(Stored data)
***
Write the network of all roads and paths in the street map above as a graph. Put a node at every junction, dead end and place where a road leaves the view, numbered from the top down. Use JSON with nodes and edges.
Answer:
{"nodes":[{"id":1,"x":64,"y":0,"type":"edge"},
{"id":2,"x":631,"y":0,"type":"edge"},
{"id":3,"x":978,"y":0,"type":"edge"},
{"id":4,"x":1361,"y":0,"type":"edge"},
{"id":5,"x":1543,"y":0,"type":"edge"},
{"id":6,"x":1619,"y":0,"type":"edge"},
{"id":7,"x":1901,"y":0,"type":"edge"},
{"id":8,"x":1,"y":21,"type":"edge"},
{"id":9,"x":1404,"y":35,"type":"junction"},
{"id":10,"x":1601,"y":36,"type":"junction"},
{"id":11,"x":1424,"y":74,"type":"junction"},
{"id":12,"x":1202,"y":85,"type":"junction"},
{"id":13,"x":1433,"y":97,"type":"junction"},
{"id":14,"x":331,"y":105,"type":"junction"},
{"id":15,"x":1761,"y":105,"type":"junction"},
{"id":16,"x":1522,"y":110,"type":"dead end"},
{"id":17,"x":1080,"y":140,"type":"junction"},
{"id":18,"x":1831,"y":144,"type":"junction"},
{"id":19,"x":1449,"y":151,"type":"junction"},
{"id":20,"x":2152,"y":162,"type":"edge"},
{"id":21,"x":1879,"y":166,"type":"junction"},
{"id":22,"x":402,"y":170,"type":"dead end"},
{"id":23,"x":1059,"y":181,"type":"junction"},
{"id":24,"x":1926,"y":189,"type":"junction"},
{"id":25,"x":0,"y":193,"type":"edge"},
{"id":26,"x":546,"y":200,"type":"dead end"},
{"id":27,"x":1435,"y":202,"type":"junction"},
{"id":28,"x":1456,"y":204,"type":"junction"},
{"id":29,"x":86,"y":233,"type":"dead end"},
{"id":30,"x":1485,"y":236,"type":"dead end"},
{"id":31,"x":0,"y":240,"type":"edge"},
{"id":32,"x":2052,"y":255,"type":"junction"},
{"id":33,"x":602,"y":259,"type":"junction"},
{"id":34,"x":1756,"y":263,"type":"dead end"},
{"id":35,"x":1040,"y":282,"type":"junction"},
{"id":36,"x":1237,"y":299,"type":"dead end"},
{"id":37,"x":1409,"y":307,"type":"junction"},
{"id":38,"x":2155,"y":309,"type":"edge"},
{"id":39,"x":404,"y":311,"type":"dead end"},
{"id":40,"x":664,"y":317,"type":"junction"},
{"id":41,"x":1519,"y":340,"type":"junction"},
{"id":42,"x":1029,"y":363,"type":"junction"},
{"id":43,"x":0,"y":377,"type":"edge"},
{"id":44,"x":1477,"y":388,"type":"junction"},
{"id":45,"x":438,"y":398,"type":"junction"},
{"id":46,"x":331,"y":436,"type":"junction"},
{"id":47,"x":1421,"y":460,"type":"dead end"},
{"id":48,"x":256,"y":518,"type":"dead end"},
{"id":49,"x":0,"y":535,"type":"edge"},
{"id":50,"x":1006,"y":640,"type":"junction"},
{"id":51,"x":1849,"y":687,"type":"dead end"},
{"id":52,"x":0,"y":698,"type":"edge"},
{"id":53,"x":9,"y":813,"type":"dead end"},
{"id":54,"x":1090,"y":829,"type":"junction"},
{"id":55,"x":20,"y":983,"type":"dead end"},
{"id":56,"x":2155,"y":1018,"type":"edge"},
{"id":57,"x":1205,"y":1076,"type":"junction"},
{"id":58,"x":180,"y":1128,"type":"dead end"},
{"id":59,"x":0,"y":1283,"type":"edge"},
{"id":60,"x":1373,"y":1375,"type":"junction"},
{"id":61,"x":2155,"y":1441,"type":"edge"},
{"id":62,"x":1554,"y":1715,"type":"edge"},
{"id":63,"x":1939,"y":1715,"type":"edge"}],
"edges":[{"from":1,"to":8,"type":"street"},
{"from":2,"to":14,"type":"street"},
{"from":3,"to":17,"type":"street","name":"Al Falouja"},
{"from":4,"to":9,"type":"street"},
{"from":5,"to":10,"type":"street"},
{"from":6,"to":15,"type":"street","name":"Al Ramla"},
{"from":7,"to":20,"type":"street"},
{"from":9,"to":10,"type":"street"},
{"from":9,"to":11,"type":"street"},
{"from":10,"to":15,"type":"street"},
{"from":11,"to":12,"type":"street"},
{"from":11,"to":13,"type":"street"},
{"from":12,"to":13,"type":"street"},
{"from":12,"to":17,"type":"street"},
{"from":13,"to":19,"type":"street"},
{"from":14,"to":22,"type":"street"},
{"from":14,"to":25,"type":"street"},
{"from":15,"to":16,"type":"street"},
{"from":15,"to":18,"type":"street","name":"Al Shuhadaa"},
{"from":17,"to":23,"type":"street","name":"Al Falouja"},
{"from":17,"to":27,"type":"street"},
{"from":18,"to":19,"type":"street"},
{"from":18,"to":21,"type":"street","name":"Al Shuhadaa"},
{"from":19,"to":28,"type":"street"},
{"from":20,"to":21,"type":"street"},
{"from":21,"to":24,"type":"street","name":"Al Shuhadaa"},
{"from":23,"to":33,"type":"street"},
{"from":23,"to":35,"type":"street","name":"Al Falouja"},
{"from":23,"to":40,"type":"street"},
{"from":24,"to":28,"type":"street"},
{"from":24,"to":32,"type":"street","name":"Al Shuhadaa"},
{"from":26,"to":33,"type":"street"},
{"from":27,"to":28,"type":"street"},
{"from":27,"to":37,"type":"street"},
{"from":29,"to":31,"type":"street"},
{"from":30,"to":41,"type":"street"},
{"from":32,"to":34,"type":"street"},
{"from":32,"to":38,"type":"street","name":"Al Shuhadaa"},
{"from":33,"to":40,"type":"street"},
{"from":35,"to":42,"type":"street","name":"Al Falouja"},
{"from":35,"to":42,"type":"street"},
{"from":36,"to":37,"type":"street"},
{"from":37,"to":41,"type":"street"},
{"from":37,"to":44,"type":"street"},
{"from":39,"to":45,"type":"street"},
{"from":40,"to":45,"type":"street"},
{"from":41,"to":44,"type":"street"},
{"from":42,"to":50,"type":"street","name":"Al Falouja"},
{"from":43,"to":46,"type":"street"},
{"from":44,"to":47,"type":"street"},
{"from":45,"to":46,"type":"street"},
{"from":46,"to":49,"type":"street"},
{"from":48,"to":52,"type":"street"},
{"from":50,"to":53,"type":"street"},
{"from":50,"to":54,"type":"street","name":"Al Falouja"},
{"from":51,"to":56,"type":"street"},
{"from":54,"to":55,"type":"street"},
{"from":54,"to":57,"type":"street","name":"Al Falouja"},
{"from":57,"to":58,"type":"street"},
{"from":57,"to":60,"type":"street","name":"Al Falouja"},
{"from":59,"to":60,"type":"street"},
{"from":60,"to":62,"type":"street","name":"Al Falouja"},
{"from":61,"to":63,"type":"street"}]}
***
What to work on:
The entries above are to be transcribed in full and without error.

Written answer:
Write the network of all roads and paths in the street map above as a graph. Put a node at every junction, dead end and place where a road leaves the view, numbered from the top down. Use JSON with nodes and edges.
Answer:
{"nodes":[{"id":1,"x":64,"y":0,"type":"edge"},
{"id":2,"x":631,"y":0,"type":"edge"},
{"id":3,"x":978,"y":0,"type":"edge"},
{"id":4,"x":1361,"y":0,"type":"edge"},
{"id":5,"x":1543,"y":0,"type":"edge"},
{"id":6,"x":1619,"y":0,"type":"edge"},
{"id":7,"x":1901,"y":0,"type":"edge"},
{"id":8,"x":1,"y":21,"type":"edge"},
{"id":9,"x":1404,"y":35,"type":"junction"},
{"id":10,"x":1601,"y":36,"type":"junction"},
{"id":11,"x":1424,"y":74,"type":"junction"},
{"id":12,"x":1202,"y":85,"type":"junction"},
{"id":13,"x":1433,"y":97,"type":"junction"},
{"id":14,"x":331,"y":105,"type":"junction"},
{"id":15,"x":1761,"y":105,"type":"junction"},
{"id":16,"x":1522,"y":110,"type":"dead end"},
{"id":17,"x":1080,"y":140,"type":"junction"},
{"id":18,"x":1831,"y":144,"type":"junction"},
{"id":19,"x":1449,"y":151,"type":"junction"},
{"id":20,"x":2152,"y":162,"type":"edge"},
{"id":21,"x":1879,"y":166,"type":"junction"},
{"id":22,"x":402,"y":170,"type":"dead end"},
{"id":23,"x":1059,"y":181,"type":"junction"},
{"id":24,"x":1926,"y":189,"type":"junction"},
{"id":25,"x":0,"y":193,"type":"edge"},
{"id":26,"x":546,"y":200,"type":"dead end"},
{"id":27,"x":1435,"y":202,"type":"junction"},
{"id":28,"x":1456,"y":204,"type":"junction"},
{"id":29,"x":86,"y":233,"type":"dead end"},
{"id":30,"x":1485,"y":236,"type":"dead end"},
{"id":31,"x":0,"y":240,"type":"edge"},
{"id":32,"x":2052,"y":255,"type":"junction"},
{"id":33,"x":602,"y":259,"type":"junction"},
{"id":34,"x":1756,"y":263,"type":"dead end"},
{"id":35,"x":1040,"y":282,"type":"junction"},
{"id":36,"x":1237,"y":299,"type":"dead end"},
{"id":37,"x":1409,"y":307,"type":"junction"},
{"id":38,"x":2155,"y":309,"type":"edge"},
{"id":39,"x":404,"y":311,"type":"dead end"},
{"id":40,"x":664,"y":317,"type":"junction"},
{"id":41,"x":1519,"y":340,"type":"junction"},
{"id":42,"x":1029,"y":363,"type":"junction"},
{"id":43,"x":0,"y":377,"type":"edge"},
{"id":44,"x":1477,"y":388,"type":"junction"},
{"id":45,"x":438,"y":398,"type":"junction"},
{"id":46,"x":331,"y":436,"type":"junction"},
{"id":47,"x":1421,"y":460,"type":"dead end"},
{"id":48,"x":256,"y":518,"type":"dead end"},
{"id":49,"x":0,"y":535,"type":"edge"},
{"id":50,"x":1006,"y":640,"type":"junction"},
{"id":51,"x":1849,"y":687,"type":"dead end"},
{"id":52,"x":0,"y":698,"type":"edge"},
{"id":53,"x":9,"y":813,"type":"dead end"},
{"id":54,"x":1090,"y":829,"type":"junction"},
{"id":55,"x":20,"y":983,"type":"dead end"},
{"id":56,"x":2155,"y":1018,"type":"edge"},
{"id":57,"x":1205,"y":1076,"type":"junction"},
{"id":58,"x":180,"y":1128,"type":"dead end"},
{"id":59,"x":0,"y":1283,"type":"edge"},
{"id":60,"x":1373,"y":1375,"type":"junction"},
{"id":61,"x":2155,"y":1441,"type":"edge"},
{"id":62,"x":1554,"y":1715,"type":"edge"},
{"id":63,"x":1939,"y":1715,"type":"edge"}],
"edges":[{"from":1,"to":8,"type":"street"},
{"from":2,"to":14,"type":"street"},
{"from":3,"to":17,"type":"street","name":"Al Falouja"},
{"from":4,"to":9,"type":"street"},
{"from":5,"to":10,"type":"street"},
{"from":6,"to":15,"type":"street","name":"Al Ramla"},
{"from":7,"to":20,"type":"street"},
{"from":9,"to":10,"type":"street"},
{"from":9,"to":11,"type":"street"},
{"from":10,"to":15,"type":"street"},
{"from":11,"to":12,"type":"street"},
{"from":11,"to":13,"type":"street"},
{"from":12,"to":13,"type":"street"},
{"from":12,"to":17,"type":"street"},
{"from":13,"to":19,"type":"street"},
{"from":14,"to":22,"type":"street"},
{"from":14,"to":25,"type":"street"},
{"from":15,"to":16,"type":"street"},
{"from":15,"to":18,"type":"street","name":"Al Shuhadaa"},
{"from":17,"to":23,"type":"street","name":"Al Falouja"},
{"from":17,"to":27,"type":"street"},
{"from":18,"to":19,"type":"street"},
{"from":18,"to":21,"type":"street","name":"Al Shuhadaa"},
{"from":19,"to":28,"type":"street"},
{"from":20,"to":21,"type":"street"},
{"from":21,"to":24,"type":"street","name":"Al Shuhadaa"},
{"from":23,"to":33,"type":"street"},
{"from":23,"to":35,"type":"street","name":"Al Falouja"},
{"from":23,"to":40,"type":"street"},
{"from":24,"to":28,"type":"street"},
{"from":24,"to":32,"type":"street","name":"Al Shuhadaa"},
{"from":26,"to":33,"type":"street"},
{"from":27,"to":28,"type":"street"},
{"from":27,"to":37,"type":"street"},
{"from":29,"to":31,"type":"street"},
{"from":30,"to":41,"type":"street"},
{"from":32,"to":34,"type":"street"},
{"from":32,"to":38,"type":"street","name":"Al Shuhadaa"},
{"from":33,"to":40,"type":"street"},
{"from":35,"to":42,"type":"street","name":"Al Falouja"},
{"from":35,"to":42,"type":"street"},
{"from":36,"to":37,"type":"street"},
{"from":37,"to":41,"type":"street"},
{"from":37,"to":44,"type":"street"},
{"from":39,"to":45,"type":"street"},
{"from":40,"to":45,"type":"street"},
{"from":41,"to":44,"type":"street"},
{"from":42,"to":50,"type":"street","name":"Al Falouja"},
{"from":43,"to":46,"type":"street"},
{"from":44,"to":47,"type":"street"},
{"from":45,"to":46,"type":"street"},
{"from":46,"to":49,"type":"street"},
{"from":48,"to":52,"type":"street"},
{"from":50,"to":53,"type":"street"},
{"from":50,"to":54,"type":"street","name":"Al Falouja"},
{"from":51,"to":56,"type":"street"},
{"from":54,"to":55,"type":"street"},
{"from":54,"to":57,"type":"street","name":"Al Falouja"},
{"from":57,"to":58,"type":"street"},
{"from":57,"to":60,"type":"street","name":"Al Falouja"},
{"from":59,"to":60,"type":"street"},
{"from":60,"to":62,"type":"street","name":"Al Falouja"},
{"from":61,"to":63,"type":"street"}]}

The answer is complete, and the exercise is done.